(INPUT FOR THIS TASK)
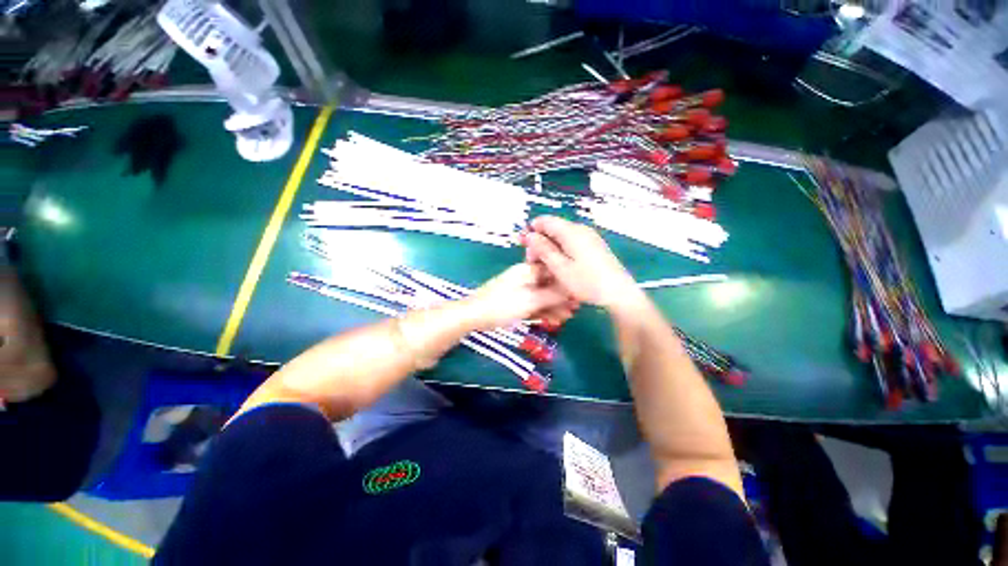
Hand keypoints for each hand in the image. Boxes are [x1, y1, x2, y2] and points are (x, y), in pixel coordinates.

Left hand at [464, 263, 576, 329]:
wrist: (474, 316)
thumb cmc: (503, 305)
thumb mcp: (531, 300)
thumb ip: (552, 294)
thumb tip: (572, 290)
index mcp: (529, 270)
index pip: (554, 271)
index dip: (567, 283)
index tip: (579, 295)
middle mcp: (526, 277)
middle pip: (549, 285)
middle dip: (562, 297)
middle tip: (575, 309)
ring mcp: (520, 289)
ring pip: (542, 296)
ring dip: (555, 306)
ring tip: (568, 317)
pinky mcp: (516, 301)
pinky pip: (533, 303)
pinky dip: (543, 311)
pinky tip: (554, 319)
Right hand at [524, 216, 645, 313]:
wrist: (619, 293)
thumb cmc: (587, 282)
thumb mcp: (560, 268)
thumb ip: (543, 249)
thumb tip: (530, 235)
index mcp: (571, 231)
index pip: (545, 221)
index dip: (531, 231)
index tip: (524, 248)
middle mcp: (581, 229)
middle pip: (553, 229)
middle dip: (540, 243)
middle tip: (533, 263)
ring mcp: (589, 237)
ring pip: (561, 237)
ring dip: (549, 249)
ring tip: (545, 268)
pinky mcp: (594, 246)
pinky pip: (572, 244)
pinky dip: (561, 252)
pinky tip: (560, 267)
(End INPUT FOR THIS TASK)
▸ **WHAT TO WORK ON**
Every entry, word for word: repeat it, but skip the images.

▸ **YOUR SOLUTION**
Hand keypoints for each hand in the image. Boxes are [x1, y1, x2, y2] and points are (x, y), in pixel coordinates.

Left hand at [464, 263, 576, 329]:
wrist: (474, 316)
thumb cmc: (503, 305)
thumb mcp: (531, 300)
thumb ip: (552, 294)
thumb tip: (572, 290)
index mcp: (529, 270)
index pip: (554, 271)
index dip: (567, 283)
index tip: (579, 295)
middle mcp: (526, 277)
middle pip: (549, 285)
middle dip: (562, 297)
middle tip: (575, 309)
ring mcp: (520, 289)
ring pip: (542, 296)
ring dip: (555, 306)
ring tip: (568, 317)
pinky mcp: (516, 301)
pinky pip: (533, 303)
pinky dip: (543, 311)
pinky tip: (554, 319)
Right hand at [524, 216, 645, 313]:
wrist: (619, 293)
thumb cmc: (587, 282)
thumb mcp: (560, 268)
thumb ip: (543, 249)
thumb tip: (530, 235)
index mcp: (571, 231)
index pip: (545, 221)
index dip: (531, 231)
index tip: (524, 248)
middle mcp: (581, 229)
middle pip: (553, 229)
middle dip: (540, 243)
middle tip: (533, 263)
ring mcp: (589, 237)
ring pip: (561, 237)
ring dip: (549, 249)
ring tip: (545, 268)
pinky mcp: (594, 246)
pinky pip: (572, 244)
pinky dip: (561, 252)
pinky tip: (560, 267)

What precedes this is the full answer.